For Office 365, the power users are Microsoft’s own vast partner network. As a large enterprise, you can’t really get into Office 365 without the help from a good partner. These are the folks in the trenches, doing migrations, writing code, and slamming Office 365 all the time.
Suggestion 3: Create a prioritized alert system for partners to report issues. This could be a special code when they call into Office 365 (or Premier) support that alerts Microsoft they are seeing something abnormal. To save time, provide a framework for these partners to provide specific information that can help in triage.
Those are just 3 simple suggestions that take what is typically a marketing driven social media search to monitor interest in a product and turn it into something that can be used to make an impact with existing customers and potentially improve service uptime.

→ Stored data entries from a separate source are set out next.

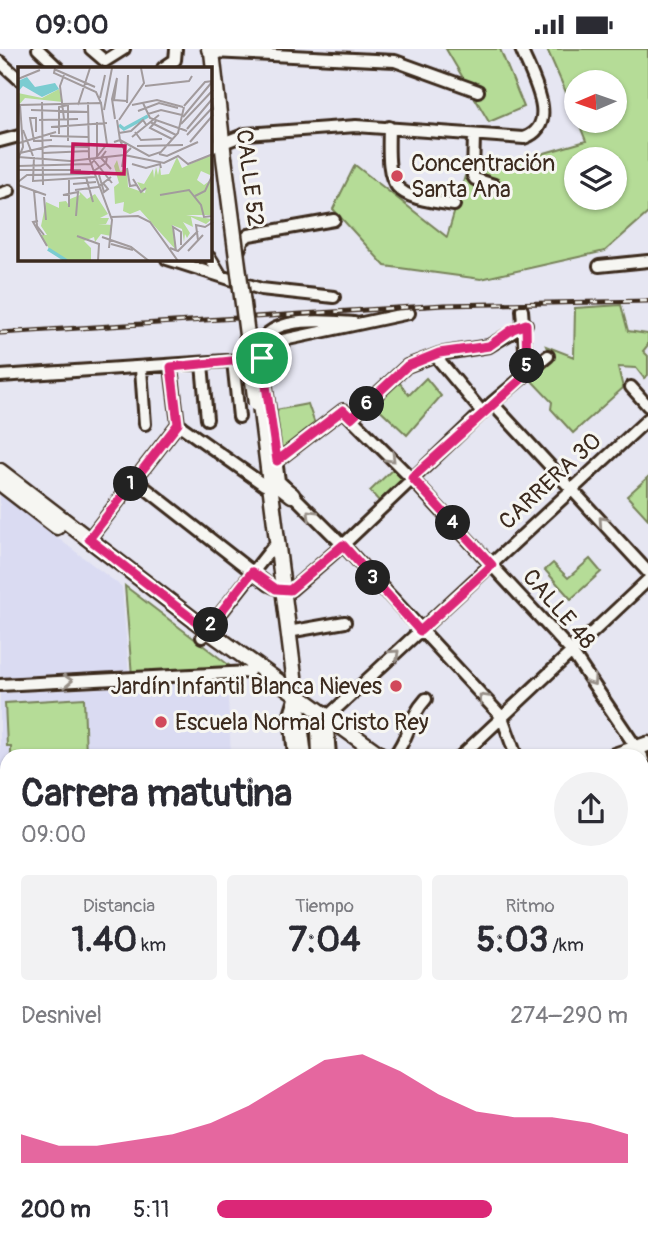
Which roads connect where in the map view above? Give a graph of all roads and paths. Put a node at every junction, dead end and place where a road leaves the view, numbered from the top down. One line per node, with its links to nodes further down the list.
1 (91, 49): 2 (street)
2 (124, 49)
3 (176, 49): 11 (street)
4 (398, 49): 8 (street)
5 (521, 49): 17 (street)
6 (211, 50): 8 (street, CALLE 52)
7 (46, 51): 10 (street)
8 (395, 61): 14 (street, CALLE 52)
9 (0, 62): 13 (street)
10 (57, 67)
11 (164, 67)
12 (212, 72): 15 (main road, CALLE 52)
13 (18, 78)
14 (478, 91)
15 (213, 95): 20 (main road, CALLE 52)
16 (389, 127): 17 (street); 20 (street); 22 (street)
17 (474, 135): 21 (street)
18 (18, 136): 19 (street)
19 (0, 141)
20 (219, 150): 34 (main road, CALLE 52, bridge)
21 (494, 185)
22 (454, 205)
23 (334, 220): 29 (street)
24 (173, 261): 28 (street)
25 (212, 261): 28 (street)
26 (648, 261): 27 (street)
27 (598, 266)
28 (221, 276): 29 (street)
29 (233, 279): 30 (street)
30 (334, 297)
31 (522, 310): 33 (street)
32 (409, 313): 34 (street)
33 (526, 324): 41 (street); 48 (street)
34 (258, 353): 37 (street); 45 (main road, CALLE 52, bridge); 55 (street)
35 (548, 356): 41 (street)
36 (438, 359): 47 (street)
37 (233, 361): 38 (street); 49 (street)
38 (202, 364): 39 (street); 50 (street)
39 (171, 367): 40 (street); 53 (street)
40 (141, 369): 42 (street); 52 (street)
41 (527, 374): 44 (street)
42 (0, 376)
43 (631, 387): 46 (street)
44 (492, 403): 47 (street); 61 (street)
45 (258, 404): 54 (main road, CALLE 52); 60 (main road, CALLE 52)
46 (648, 406)
47 (482, 412): 57 (street)
48 (347, 414): 55 (street); 57 (street, CALLE 48, one-way to 57)
49 (239, 417)
50 (207, 419)
51 (648, 419): 61 (street, CARRERA 30)
52 (145, 424)
53 (178, 424): 58 (street); 60 (street)
54 (265, 436): 62 (main road); 70 (main road, CALLE 52)
55 (277, 461): 62 (street)
56 (0, 471): 63 (main road)
57 (412, 478): 64 (street); 66 (street, CALLE 48)
58 (135, 480): 63 (street); 67 (street)
59 (0, 483): 74 (main road)
60 (264, 485): 65 (main road, CALLE 52)
61 (573, 488): 66 (street, CARRERA 30); 68 (street, one-way to 61)
62 (292, 495): 64 (street, one-way to 62)
63 (89, 539): 74 (main road)
64 (343, 545): 70 (street); 72 (street)
65 (272, 548): 67 (street); 70 (main road, CALLE 52)
66 (492, 565): 72 (street, CARRERA 30); 75 (street, CALLE 48)
67 (252, 572): 70 (street); 74 (street)
68 (648, 572)
69 (648, 580): 75 (street)
70 (282, 587): 73 (main road, CALLE 52)
71 (345, 622): 73 (street)
72 (420, 631): 80 (street, one-way to 72); 81 (street, CARRERA 30, one-way to 72)
73 (288, 632): 79 (main road, CALLE 52)
74 (204, 633): 76 (main road); 79 (main road)
75 (571, 651): 80 (street); 91 (street, CALLE 48, one-way to 91)
76 (249, 672): 77 (street, one-way to 76); 79 (main road)
77 (0, 685)
78 (426, 699): 88 (street)
79 (295, 702): 81 (main road); 82 (street, CALLE 52); 83 (main road, CALLE 52)
80 (502, 717): 89 (street); 90 (street)
81 (325, 722): 84 (main road); 85 (street); 86 (main road); 87 (main road)
82 (293, 749)
83 (303, 749)
84 (321, 749)
85 (329, 749)
86 (359, 749)
87 (370, 749)
88 (399, 749)
89 (468, 749)
90 (513, 749)
91 (640, 749)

This past outage though was plagued by one big problem. The Office 365 dashboard wasn’t updating for some customers with the outage. When the dashboard doesn’t update, a customer is left completely in the dark until they call in. I saw the ‘all clear’ on the dashboard, but our internal monitoring was alerting, so I called in and got a voice message that Exchange Online was experiencing an issue. This was very helpful since the dashboard was down. But, there is still room for improvement here.
A More Proactive Dashboard
This one could fall under “swallow your pride.” It follows the premise that people appreciate honesty. If there’s an issue, tell me and tell me as much as you can so that at least I can explain it to my customers.
Suggestion 4: Redesign the Office 365 dashboard with some intelligence. What is out there now is a good start, but create a table for potential issues that are under investigation with a brief description. Use data organization on your alerts and tickets to proactively report on these potential issues. Build workflows like ‘if this alert comes in, update the dashboard because this might be broken.’ Put a disclaimer there that says, “Microsoft is currently investigating a potential issue. If you believe you are experiencing a related issue, please call into your support and reference this incident number.” If I’m not having an issue, I’m most likely not checking the dashboard and won’t bother to call in. If I am having an issue and I can see that a particular network provider might be down and I have that network provider, maybe I’ll call them instead of Microsoft.
I understand some of these suggestions are more reactive than proactive. Certainly, I wouldn’t go on Twitter if I thought my Office 365 tenant might go down. These suggestions though may help support understand the scope of the issue quickly. This in turn starts an information flow that could lead to quicker resolution times and better communication to the customers. Many of these suggestions can be used by your internal IT for any service or application as well!